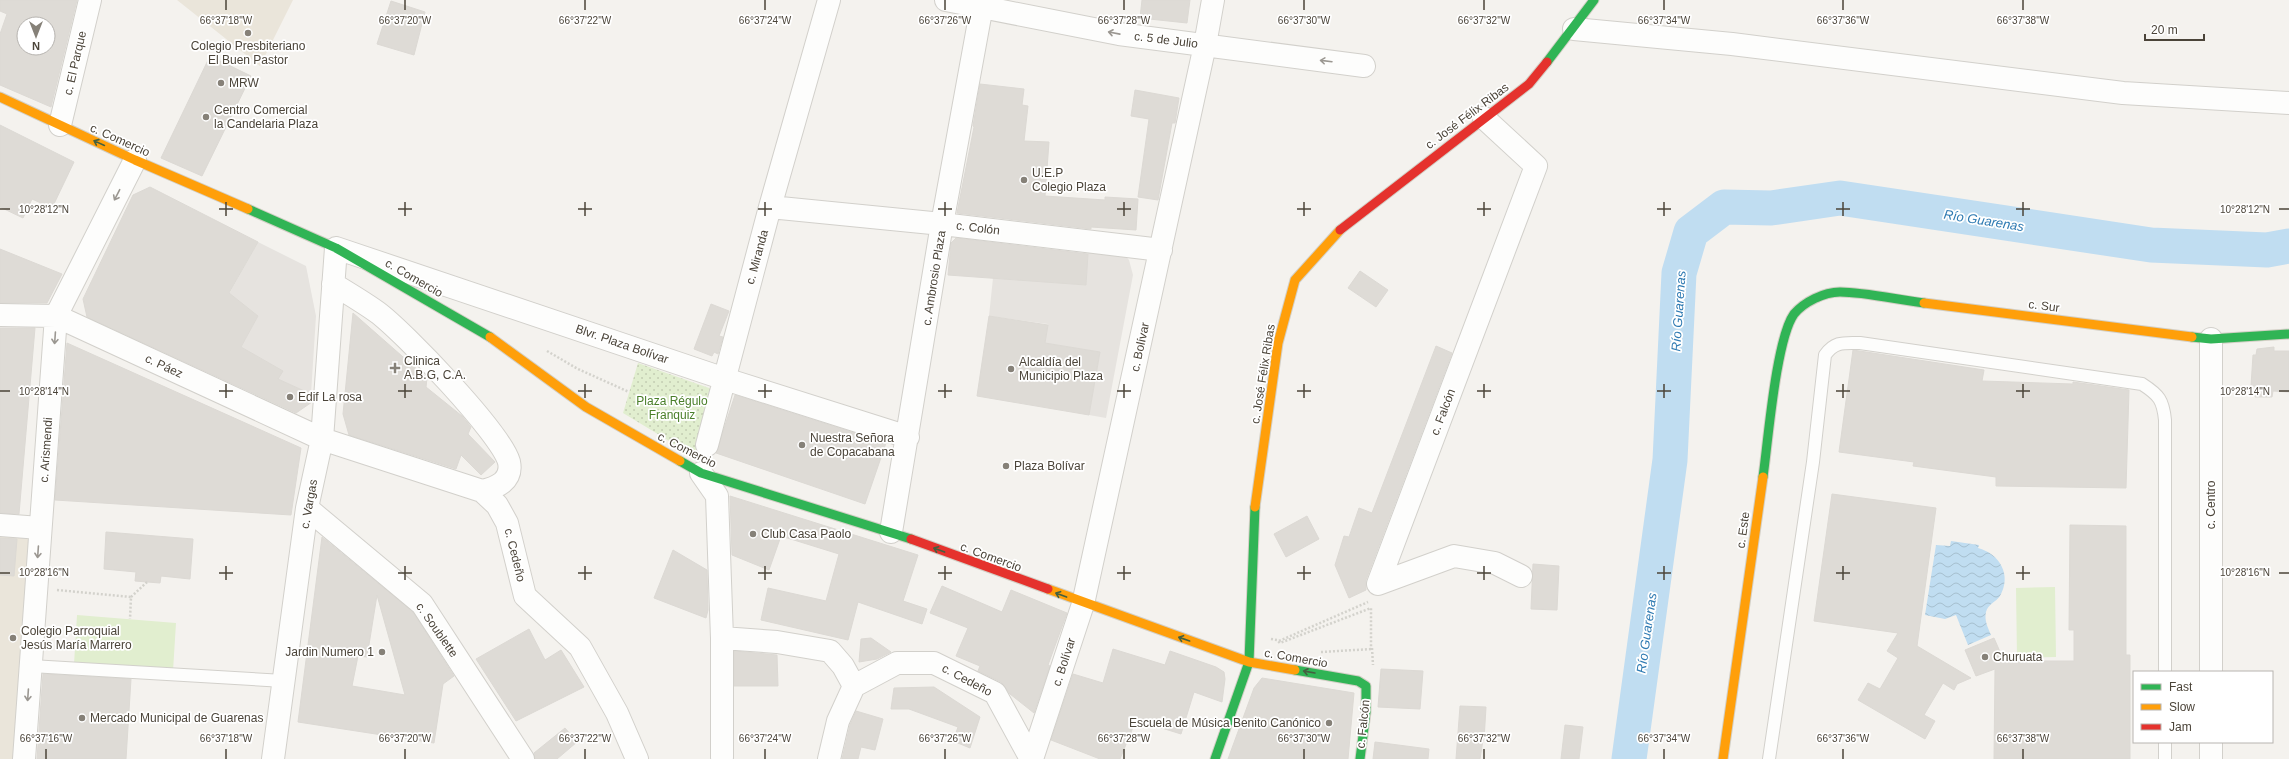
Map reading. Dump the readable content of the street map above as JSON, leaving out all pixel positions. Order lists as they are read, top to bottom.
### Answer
{
  "streets": {
    "street": [
      "c. 5 de Julio",
      "c. El Parque",
      "c. José Félix Ribas",
      "c. Comercio",
      "c. Colón",
      "c. Miranda",
      "c. Ambrosio Plaza",
      "c. Sur",
      "Blvr. Plaza Bolívar",
      "c. Bolívar",
      "c. Páez",
      "c. Falcón",
      "c. Arismendi",
      "c. Vargas",
      "c. Centro",
      "c. Este",
      "c. Cedeño",
      "c. Soublette"
    ]
  },
  "crossings": [
    ["c. 5 de Julio", "c. Ambrosio Plaza"],
    ["c. 5 de Julio", "c. Bolívar"],
    ["c. El Parque", "c. Comercio"],
    ["c. José Félix Ribas", "c. Comercio"],
    ["c. José Félix Ribas", "c. Falcón"],
    ["c. Comercio", "c. Ambrosio Plaza"],
    ["c. Comercio", "Blvr. Plaza Bolívar"],
    ["c. Comercio", "c. Bolívar"],
    ["c. Comercio", "c. Falcón"],
    ["c. Comercio", "c. Arismendi"],
    ["c. Comercio", "c. Vargas"],
    ["c. Colón", "c. Miranda"],
    ["c. Colón", "c. Ambrosio Plaza"],
    ["c. Colón", "c. Bolívar"],
    ["c. Miranda", "Blvr. Plaza Bolívar"],
    ["c. Ambrosio Plaza", "Blvr. Plaza Bolívar"],
    ["c. Sur", "c. Centro"],
    ["c. Sur", "c. Este"],
    ["Blvr. Plaza Bolívar", "c. Vargas"],
    ["c. Bolívar", "c. Cedeño"],
    ["c. Páez", "c. Arismendi"],
    ["c. Páez", "c. Vargas"],
    ["c. Páez", "c. Cedeño"],
    ["c. Vargas", "c. Cedeño"],
    ["c. Vargas", "c. Soublette"]
  ],
  "one_way": ["c. 5 de Julio", "c. Comercio", "c. Arismendi"],
  "water": ["Río Guarenas"],
  "parks": ["Plaza Régulo Franquiz"],
  "places": {
    "other": [
      "Colegio Presbiteriano El Buen Pastor",
      "MRW",
      "Centro Comercial la Candelaria Plaza",
      "U.E.P Colegio Plaza",
      "Alcaldía del Municipio Plaza",
      "Edif La rosa",
      "Nuestra Señora de Copacabana",
      "Plaza Bolívar",
      "Club Casa Paolo",
      "Colegio Parroquial Jesús María Marrero",
      "Jardin Numero 1",
      "Churuata",
      "Mercado Municipal de Guarenas",
      "Escuela de Música Benito Canónico"
    ],
    "health": ["Clinica A.B.G, C.A."]
  },
  "legend": ["Fast", "Slow", "Jam"],
  "scale_bar": "20 m",
  "north": "bottom",
  "coordinates": [
    "66°37'18\"W",
    "66°37'20\"W",
    "66°37'22\"W",
    "66°37'24\"W",
    "66°37'26\"W",
    "66°37'28\"W",
    "66°37'30\"W",
    "66°37'32\"W",
    "66°37'34\"W",
    "66°37'36\"W",
    "66°37'38\"W",
    "10°28'12\"N",
    "10°28'14\"N",
    "10°28'16\"N",
    "66°37'16\"W"
  ]
}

◇ ◇ ◇ ◇ ◇ ◇ ◇

WHAT TO DO: Read the data above. Pull out each line in which the string "Arismendi" appears.

PROBLEM SOLUTION:
      "c. Arismendi",
    ["c. Comercio", "c. Arismendi"],
    ["c. Páez", "c. Arismendi"],
  "one_way": ["c. 5 de Julio", "c. Comercio", "c. Arismendi"],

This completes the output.